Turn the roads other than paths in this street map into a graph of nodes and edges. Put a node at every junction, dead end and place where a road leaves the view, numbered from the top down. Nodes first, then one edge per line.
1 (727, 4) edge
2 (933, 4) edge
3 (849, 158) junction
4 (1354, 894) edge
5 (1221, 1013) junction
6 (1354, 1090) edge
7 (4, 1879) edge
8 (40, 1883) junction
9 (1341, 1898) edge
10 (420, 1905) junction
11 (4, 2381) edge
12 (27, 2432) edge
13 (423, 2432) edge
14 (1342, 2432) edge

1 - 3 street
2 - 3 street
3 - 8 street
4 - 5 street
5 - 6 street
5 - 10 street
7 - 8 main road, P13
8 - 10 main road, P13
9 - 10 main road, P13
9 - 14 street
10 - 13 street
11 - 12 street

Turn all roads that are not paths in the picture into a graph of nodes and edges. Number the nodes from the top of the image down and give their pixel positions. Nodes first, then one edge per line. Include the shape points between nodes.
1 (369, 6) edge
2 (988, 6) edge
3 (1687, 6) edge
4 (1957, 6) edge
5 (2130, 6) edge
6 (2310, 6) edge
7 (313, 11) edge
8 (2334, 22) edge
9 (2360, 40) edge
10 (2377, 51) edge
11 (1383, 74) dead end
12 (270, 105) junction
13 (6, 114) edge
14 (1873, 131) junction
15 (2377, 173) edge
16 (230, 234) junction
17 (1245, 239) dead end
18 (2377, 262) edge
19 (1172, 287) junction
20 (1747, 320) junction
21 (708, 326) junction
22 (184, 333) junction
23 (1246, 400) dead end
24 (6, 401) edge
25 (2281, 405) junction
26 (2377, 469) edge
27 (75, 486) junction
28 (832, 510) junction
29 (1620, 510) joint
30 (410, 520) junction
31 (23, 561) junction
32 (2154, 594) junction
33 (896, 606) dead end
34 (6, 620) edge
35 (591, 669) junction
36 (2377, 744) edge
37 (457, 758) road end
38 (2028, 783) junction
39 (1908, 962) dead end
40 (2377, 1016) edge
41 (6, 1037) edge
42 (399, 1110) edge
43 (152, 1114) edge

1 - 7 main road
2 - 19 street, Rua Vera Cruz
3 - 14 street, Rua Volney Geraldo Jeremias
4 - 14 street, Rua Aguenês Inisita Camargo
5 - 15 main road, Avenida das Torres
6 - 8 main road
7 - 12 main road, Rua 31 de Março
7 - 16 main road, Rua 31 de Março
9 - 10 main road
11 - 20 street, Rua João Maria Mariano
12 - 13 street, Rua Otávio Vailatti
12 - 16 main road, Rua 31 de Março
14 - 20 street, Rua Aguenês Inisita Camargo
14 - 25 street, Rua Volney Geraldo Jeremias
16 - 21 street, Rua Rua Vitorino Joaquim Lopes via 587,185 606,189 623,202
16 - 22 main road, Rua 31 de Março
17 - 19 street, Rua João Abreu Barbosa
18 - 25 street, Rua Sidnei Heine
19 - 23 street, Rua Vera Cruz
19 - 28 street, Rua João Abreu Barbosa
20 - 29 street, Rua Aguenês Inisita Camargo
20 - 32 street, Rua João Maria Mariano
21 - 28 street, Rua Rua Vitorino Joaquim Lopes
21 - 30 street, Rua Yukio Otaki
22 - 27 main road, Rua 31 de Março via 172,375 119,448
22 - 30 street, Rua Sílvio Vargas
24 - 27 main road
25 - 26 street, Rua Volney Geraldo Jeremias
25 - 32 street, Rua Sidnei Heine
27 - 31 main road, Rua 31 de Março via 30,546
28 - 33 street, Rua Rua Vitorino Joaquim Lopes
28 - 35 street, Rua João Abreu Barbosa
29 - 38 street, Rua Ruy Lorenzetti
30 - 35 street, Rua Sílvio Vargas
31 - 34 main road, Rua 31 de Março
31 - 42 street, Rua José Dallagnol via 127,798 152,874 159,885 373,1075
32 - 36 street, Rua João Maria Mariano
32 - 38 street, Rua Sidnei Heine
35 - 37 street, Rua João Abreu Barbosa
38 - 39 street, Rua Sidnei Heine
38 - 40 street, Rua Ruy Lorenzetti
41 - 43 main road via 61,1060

+ + + + +

▶ [WORK ORDER] Within the listing above, tally the lines holding the word "Vitorino". Give the tally only.

▶ [ANSWER SECTION] 3